Is this because ufw uses whatever is on the system (ie, nft default) and
lxd is using whatever is in the snap (ie, historic iptables which with
iptables 1.8 translates to 'iptables-legacy') and this means that both
backends are in use, which results in a mixed view of things?

The man pages for iptables-nft/iptables-legacy don't call this out as a
problem, but README.Debian does:

NOTE: make sure you don't mix iptables-legacy and iptables-nft
rulesets in the same machine at the same time just for sanity and to
avoid unexpected behaviours in your network.

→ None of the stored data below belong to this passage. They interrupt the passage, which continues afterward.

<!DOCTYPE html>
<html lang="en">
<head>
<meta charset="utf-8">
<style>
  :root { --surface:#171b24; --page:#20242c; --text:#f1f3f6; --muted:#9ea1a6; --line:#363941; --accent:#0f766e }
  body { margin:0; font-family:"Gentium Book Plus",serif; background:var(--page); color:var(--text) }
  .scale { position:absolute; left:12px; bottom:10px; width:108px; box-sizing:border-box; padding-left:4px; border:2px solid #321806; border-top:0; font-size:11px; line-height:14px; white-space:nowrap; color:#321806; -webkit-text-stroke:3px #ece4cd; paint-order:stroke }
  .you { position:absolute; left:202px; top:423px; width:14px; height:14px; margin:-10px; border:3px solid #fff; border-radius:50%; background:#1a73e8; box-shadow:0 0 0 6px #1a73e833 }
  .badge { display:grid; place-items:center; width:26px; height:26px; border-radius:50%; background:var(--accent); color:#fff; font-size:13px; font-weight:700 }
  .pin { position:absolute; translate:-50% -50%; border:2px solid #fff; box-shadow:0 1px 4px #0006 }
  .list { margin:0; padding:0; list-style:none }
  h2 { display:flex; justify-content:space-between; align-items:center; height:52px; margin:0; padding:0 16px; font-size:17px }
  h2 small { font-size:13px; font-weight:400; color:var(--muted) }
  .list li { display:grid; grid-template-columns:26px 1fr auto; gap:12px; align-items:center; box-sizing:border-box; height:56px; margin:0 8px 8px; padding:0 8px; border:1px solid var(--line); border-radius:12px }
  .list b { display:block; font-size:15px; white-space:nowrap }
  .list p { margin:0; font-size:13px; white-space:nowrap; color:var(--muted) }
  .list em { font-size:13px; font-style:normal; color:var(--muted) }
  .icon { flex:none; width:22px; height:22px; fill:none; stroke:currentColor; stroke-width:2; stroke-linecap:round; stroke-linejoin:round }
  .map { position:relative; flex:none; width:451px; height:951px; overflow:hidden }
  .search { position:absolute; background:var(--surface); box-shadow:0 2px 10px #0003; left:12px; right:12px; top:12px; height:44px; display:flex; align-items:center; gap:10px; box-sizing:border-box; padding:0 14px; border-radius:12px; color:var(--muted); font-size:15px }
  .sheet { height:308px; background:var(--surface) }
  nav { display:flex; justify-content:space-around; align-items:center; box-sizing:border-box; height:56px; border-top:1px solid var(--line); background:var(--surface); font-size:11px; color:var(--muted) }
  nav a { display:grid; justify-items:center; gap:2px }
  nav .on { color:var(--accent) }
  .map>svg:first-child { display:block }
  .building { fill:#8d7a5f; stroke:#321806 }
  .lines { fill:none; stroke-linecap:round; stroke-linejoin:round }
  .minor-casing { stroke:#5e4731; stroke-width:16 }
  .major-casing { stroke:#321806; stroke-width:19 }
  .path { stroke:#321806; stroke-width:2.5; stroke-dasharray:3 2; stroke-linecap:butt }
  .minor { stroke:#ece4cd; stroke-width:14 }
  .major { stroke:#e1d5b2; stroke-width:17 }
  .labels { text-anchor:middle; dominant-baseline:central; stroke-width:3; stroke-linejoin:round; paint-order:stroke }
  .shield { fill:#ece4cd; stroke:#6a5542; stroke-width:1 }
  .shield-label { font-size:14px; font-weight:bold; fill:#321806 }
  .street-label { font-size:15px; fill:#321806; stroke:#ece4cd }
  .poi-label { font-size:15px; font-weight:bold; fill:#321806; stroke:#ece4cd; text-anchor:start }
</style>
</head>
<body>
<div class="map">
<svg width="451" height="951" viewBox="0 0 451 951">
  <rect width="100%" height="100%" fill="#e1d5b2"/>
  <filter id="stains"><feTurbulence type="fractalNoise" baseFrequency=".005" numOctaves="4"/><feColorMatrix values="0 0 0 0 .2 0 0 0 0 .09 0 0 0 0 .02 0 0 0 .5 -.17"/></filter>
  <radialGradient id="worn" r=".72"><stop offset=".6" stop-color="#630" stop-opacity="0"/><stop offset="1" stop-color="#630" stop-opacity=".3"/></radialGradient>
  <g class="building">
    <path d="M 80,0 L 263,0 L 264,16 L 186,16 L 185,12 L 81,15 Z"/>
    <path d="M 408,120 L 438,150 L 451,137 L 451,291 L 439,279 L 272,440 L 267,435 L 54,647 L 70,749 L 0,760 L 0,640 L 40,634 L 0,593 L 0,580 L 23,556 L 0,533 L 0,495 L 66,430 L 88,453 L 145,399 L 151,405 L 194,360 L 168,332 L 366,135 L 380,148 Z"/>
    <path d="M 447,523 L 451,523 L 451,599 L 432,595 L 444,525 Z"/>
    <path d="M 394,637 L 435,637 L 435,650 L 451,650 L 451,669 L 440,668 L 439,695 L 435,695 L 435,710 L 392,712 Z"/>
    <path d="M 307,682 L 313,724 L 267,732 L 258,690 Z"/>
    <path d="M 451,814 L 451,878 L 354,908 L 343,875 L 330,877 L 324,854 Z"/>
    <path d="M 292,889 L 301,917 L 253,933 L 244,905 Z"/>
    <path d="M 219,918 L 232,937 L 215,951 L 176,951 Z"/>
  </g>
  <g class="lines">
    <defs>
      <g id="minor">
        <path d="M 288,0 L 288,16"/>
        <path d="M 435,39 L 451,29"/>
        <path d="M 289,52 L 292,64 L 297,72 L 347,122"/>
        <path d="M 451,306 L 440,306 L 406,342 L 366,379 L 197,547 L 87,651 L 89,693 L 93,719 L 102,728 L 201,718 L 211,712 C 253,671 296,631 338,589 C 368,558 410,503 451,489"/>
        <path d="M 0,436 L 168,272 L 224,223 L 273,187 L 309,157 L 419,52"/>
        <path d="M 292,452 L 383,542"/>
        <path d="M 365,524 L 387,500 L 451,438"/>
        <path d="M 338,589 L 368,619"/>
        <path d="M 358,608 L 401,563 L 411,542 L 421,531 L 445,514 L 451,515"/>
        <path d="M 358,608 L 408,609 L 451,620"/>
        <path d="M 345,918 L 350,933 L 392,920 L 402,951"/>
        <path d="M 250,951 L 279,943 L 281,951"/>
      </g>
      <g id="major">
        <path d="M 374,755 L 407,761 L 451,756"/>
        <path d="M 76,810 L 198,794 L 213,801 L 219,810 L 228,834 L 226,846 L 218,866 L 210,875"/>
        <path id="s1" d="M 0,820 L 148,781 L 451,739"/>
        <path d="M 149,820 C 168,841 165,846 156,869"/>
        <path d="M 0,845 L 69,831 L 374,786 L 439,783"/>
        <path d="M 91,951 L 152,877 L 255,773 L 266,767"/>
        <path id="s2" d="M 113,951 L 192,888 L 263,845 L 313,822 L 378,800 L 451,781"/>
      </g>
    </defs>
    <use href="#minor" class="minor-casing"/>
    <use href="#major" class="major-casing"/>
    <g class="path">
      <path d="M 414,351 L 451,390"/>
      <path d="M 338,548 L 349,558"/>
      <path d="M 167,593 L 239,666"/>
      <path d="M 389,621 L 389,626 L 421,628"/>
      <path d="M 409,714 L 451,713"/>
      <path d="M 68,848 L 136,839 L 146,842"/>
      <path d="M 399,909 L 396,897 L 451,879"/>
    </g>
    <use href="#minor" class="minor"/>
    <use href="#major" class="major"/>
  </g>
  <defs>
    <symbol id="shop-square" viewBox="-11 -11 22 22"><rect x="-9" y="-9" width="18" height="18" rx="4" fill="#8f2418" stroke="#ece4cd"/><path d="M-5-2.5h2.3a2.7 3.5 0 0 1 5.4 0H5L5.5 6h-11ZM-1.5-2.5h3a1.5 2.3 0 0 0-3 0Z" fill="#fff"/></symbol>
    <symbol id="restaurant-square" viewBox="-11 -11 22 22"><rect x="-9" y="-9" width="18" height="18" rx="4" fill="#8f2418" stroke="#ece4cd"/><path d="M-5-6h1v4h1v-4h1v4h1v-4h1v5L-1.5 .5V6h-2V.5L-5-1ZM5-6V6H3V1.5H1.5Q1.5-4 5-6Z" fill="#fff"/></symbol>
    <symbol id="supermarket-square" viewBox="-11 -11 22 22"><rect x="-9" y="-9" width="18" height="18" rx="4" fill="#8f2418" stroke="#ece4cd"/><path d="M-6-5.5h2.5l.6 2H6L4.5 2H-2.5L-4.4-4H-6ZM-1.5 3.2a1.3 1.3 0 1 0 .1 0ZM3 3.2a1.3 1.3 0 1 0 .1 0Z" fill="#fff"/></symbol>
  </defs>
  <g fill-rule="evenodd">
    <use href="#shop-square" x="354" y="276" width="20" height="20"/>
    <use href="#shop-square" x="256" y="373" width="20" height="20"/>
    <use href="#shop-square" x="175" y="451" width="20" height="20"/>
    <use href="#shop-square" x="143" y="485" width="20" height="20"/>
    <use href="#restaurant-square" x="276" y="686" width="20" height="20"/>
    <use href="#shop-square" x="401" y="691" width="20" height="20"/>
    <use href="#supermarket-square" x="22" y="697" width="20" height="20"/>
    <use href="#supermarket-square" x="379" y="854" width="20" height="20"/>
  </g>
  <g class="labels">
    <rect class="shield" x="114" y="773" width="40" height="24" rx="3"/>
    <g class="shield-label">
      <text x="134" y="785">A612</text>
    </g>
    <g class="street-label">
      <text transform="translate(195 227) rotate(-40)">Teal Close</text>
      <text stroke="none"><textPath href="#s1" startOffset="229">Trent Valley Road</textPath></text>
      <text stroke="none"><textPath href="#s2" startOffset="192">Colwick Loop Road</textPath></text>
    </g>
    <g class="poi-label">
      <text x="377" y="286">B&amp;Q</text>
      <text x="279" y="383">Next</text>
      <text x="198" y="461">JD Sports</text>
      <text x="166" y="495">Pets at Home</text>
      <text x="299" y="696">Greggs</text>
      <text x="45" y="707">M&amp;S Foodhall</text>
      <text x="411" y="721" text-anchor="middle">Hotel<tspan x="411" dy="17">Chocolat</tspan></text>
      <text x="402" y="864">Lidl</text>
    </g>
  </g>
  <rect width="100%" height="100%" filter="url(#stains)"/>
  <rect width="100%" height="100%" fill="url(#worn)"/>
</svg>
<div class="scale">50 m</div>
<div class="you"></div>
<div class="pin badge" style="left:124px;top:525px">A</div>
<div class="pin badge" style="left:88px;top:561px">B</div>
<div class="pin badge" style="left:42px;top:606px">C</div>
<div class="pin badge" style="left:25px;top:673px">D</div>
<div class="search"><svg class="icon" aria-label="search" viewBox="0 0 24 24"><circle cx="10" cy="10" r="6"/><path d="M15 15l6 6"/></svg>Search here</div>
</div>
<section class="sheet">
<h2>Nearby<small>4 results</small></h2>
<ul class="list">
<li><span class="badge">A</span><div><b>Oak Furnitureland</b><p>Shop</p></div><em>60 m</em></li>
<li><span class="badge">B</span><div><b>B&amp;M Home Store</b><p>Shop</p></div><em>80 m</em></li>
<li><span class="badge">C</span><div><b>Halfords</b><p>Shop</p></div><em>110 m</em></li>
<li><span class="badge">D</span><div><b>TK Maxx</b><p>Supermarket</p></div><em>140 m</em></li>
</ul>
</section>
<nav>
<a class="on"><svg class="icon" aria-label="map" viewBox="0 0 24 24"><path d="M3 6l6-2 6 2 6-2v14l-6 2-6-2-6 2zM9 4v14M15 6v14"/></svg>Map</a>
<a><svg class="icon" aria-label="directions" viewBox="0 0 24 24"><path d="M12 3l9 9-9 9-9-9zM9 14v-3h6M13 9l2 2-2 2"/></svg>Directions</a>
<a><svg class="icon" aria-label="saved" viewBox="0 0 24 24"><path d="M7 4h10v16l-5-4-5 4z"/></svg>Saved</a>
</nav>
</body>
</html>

> I'd suggest we increase the priority of iptables-legacy for eoan,
> so that it is the default, and move the switch to xtables-nft-based
> one to next release.
>
> This will allow us to have working lxd networking, and gives
> the lxd team some breathing room.

This makes sense to me. Besides, there are still bugs trickling in where
the nft backend isn't acting fully compatibly anyway. However, it would
be nice to use the nft backend by default by 20.04, ie, at the opening
of the cycle.

That said, this is a very real immediate problem for snaps on 19.10+,
Buster+ and Ubuntu Core (CC'ing Samuele and Michael specifically) since
the only available bases are based on xenial and bionic and snaps can
only stage-packages from xenial and bionic, so snaps that plugs
'firewall-control' (or classic snaps) will by definition by far tend to
use 'legacy' (unless they build iptables from source). Even though the
system might have the nft backend enabled. Furthermore, the man page for
iptables-nft says that kernel >= 4.17 is required for the nft backend
(but ISTR issues in Debian with > 4.19) and its entirely possible
someone could be running a system with an older kernel with a newer user
space (eg, core20 snap with bionic kernel snap).

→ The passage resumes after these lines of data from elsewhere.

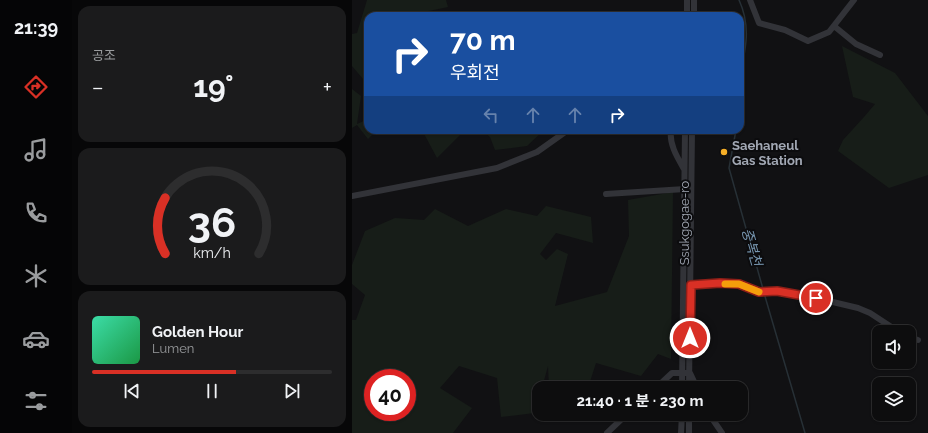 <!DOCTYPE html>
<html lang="ko">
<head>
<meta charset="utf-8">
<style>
  :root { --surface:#0d0d0e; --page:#1b1b1c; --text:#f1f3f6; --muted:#9a9c9e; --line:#2d2d2e; --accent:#d93025 }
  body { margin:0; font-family:Raleway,"Noto Sans KR",sans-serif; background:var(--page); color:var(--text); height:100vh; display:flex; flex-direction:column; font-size:15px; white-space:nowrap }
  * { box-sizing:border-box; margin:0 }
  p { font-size:13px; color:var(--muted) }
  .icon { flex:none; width:22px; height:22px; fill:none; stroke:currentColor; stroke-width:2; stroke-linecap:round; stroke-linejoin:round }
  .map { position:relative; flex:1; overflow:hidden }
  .sheet { display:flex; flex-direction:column; gap:6px; padding:6px; background:#070708; width:280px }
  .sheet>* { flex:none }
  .top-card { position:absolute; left:12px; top:12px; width:380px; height:122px; border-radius:12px; box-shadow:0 1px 3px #0004,0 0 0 1px var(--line); background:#1a4fa0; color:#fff; overflow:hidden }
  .buttons { position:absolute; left:520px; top:325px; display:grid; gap:8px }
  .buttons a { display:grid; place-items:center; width:44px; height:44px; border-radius:8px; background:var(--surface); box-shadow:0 1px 3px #0004,0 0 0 1px var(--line); font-size:20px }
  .speed { position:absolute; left:12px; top:369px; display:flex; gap:8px; font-size:20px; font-weight:700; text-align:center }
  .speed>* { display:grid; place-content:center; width:52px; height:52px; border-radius:50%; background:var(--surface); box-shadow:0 1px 3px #0004,0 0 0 1px var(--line); line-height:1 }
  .speed .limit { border:6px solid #d22; background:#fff; color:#111 }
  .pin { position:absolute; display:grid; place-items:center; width:34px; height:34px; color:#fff; margin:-17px; border:2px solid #fff; border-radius:50%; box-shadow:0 1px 4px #0007 }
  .me { position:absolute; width:44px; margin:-22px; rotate:0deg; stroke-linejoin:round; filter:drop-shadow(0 0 3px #0008) }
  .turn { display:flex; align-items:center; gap:14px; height:84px; padding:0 20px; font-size:18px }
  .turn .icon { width:52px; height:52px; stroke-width:2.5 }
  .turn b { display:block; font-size:28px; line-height:34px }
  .lanes { display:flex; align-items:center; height:38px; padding:0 20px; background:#0003; justify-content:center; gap:20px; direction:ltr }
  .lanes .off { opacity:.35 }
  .big { font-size:30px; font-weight:700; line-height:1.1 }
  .sheet .tile { flex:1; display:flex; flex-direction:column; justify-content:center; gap:6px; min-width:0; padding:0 14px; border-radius:12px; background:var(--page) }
  .sheet .dial { align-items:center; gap:0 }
  .dial svg { height:104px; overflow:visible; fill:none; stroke:var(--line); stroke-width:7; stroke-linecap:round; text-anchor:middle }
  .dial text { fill:var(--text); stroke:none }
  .song { display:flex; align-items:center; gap:12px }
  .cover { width:48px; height:48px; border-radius:6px; background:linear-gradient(135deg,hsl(160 70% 55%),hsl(140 70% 35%)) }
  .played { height:4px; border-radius:2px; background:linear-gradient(90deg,var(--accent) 60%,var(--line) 60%) }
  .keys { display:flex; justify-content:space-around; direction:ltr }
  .heat { display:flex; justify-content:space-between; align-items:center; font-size:22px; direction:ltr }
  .trip { position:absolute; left:180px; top:381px; width:216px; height:40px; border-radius:12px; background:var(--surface); box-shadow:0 1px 3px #0004,0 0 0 1px var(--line); font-weight:700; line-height:40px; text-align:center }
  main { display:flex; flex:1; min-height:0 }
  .tabs { display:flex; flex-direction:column; width:72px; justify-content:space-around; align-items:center; background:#050506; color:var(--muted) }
  .tabs .icon { width:28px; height:28px }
  .tabs .active { color:var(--accent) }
  .tabs b { font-size:18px; color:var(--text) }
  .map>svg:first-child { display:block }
</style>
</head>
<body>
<main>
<nav class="tabs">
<b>21:39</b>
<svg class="icon active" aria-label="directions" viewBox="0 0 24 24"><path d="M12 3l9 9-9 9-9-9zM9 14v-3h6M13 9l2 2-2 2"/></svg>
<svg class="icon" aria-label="music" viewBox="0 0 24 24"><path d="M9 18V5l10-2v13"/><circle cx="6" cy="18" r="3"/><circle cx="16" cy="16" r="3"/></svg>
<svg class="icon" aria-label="phone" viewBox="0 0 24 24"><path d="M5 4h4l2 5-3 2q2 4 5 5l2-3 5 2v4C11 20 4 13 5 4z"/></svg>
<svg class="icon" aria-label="climate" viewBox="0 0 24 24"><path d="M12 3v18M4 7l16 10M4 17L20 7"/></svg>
<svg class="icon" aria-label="car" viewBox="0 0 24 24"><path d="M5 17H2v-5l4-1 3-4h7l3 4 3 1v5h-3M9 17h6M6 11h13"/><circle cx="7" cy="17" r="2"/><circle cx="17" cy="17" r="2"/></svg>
<svg class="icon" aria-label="filters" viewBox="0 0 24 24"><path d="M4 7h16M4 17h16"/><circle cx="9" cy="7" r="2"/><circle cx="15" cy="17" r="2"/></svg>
</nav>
<section class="sheet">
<div class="tile"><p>공조</p>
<div class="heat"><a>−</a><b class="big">19°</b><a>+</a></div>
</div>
<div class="tile dial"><svg viewBox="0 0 100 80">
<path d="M14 69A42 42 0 1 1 86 69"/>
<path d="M14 69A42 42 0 0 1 14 26" stroke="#d93025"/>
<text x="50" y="56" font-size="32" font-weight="700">36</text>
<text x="50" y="72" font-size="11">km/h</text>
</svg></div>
<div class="tile">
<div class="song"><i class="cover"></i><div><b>Golden Hour</b><p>Lumen</p></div></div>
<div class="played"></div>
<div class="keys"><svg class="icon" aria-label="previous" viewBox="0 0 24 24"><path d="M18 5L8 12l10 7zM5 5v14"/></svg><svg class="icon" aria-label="pause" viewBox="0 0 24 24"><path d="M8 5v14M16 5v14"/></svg><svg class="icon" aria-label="next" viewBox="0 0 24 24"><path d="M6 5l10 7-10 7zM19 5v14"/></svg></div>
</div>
</section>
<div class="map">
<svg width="576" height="433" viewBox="0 0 576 433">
  <rect width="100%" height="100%" fill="#111113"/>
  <path fill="#171d18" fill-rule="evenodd" d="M15,0H94L96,7L67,13L48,15V16H16V81L11,79L0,66V34L5,33Z
    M490,46L543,73L576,116V175L537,188L486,151L491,140L512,117L523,104L501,97Z
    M0,89L9,96L5,124L16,119V130H25L16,139L5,125L0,128Z
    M70,130H113L85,158Z
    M130,130H192L175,146L143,150L138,137Z
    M321,192L319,359L306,354L289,376L244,363L236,388H197L196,366L190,388H187V398L183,413L149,417L145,378L107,366L88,388L120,408L101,433H0V320H4L13,295L0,284V265L13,231L43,218L72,220L83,209L116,226L154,209L185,216L194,206L239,217L241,243L204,233L188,254L194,260L205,249L216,254L203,306L255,292L277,236L276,200ZM21,378H55V412H21Z"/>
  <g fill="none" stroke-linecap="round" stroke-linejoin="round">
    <path stroke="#273036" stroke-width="1.5" d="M387,0C399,26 394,48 388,75
      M384,130L377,168L411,289
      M412,293L453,433"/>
    <path stroke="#323338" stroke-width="6" d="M398,0L407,23L433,30L456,41L477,32L502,0
      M335,16V0
      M342,16V0
      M482,26L504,44L528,55
      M319,130C317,144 325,157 332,169
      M254,194L333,189
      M0,196L145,168L185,152L216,130
      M339,285L368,283L387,284L407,292L425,291L464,298L506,308L518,313L547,332
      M557,337L566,340
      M304,388L320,373H338L345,388
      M330,388L333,130
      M337,388L340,130
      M238,414L271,417
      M357,414L370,433
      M255,433L275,414
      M329,433L330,414
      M337,433V414"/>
  </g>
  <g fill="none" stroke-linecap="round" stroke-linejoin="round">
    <defs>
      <path id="route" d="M338,338L339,285L368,283L387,284L407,292L425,291L464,298"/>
    </defs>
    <use href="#route" stroke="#8d1f18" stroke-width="10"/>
    <use href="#route" stroke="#d93025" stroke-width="7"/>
    <path stroke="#f59e0b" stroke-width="7" d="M373,284H387L407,292"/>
  </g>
  <circle fill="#f6ae26" stroke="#0c0c0e" stroke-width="1.5" cx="372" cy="152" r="4"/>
  <g text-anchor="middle" stroke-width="4" stroke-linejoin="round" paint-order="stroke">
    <g font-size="13" font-weight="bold" fill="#a2a8b4" stroke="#0c0c0e" text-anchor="start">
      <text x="380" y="150">Saehaneul<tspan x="380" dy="15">Gas Station</tspan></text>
    </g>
    <g font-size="13" fill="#a2a8b4" stroke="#0c0c0e">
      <text transform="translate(332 223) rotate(-90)" y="5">Ssukgogae-ro</text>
    </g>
    <g font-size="14" font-style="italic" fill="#7796b0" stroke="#0c0c0e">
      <text transform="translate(400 247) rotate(74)" y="5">중복천</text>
    </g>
  </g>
</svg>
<div class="buttons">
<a><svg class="icon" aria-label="sound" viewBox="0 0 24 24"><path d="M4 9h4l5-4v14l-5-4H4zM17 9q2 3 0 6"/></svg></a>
<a><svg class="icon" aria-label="layers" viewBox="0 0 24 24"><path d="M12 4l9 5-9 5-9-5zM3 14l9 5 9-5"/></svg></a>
</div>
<div class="speed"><div class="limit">40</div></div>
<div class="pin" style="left:464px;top:298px;background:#d93025"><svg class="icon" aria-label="arrive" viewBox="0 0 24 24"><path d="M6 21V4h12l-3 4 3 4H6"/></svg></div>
<svg class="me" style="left:338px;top:338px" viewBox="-20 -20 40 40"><circle r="17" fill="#d93025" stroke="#fff" stroke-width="3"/><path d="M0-11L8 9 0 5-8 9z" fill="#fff"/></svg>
<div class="trip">21:40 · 1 분 · 230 m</div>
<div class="top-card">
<div class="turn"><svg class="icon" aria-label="right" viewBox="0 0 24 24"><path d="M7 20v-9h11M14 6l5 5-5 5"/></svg><div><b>70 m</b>우회전</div></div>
<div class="lanes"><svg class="icon off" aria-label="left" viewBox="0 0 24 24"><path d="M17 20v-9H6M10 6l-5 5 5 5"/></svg><svg class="icon off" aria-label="ahead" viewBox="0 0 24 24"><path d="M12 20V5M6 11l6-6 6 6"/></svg><svg class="icon off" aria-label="ahead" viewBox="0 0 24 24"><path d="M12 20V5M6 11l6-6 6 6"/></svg><svg class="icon" aria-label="right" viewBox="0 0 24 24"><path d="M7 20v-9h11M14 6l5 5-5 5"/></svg></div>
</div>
</div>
</main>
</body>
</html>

I'm not sure how to fix this. The only thing that seems reasonable is
for snaps to only be able to use the correct one that matches the
host/kernel. To pull that off snapd would need to examine the
capabilities and configuration of the running system then bind mount
iptables/etc from the host into runtime of the snap (the review-tools
could flag if snaps ship these binaries). Alternatively, an iptables
snapcraft part could be created that at runtime can interrogate whether
to use the nft or legacy backends (or snapd exposes which backend is in
use to the snap so it can decide).

I suspect that Michael and Samuele will want to move the snap-specific
parts of this discussion to the snapcraft forum, but +1 from me to
prefer 'legacy' for the time being in Ubuntu.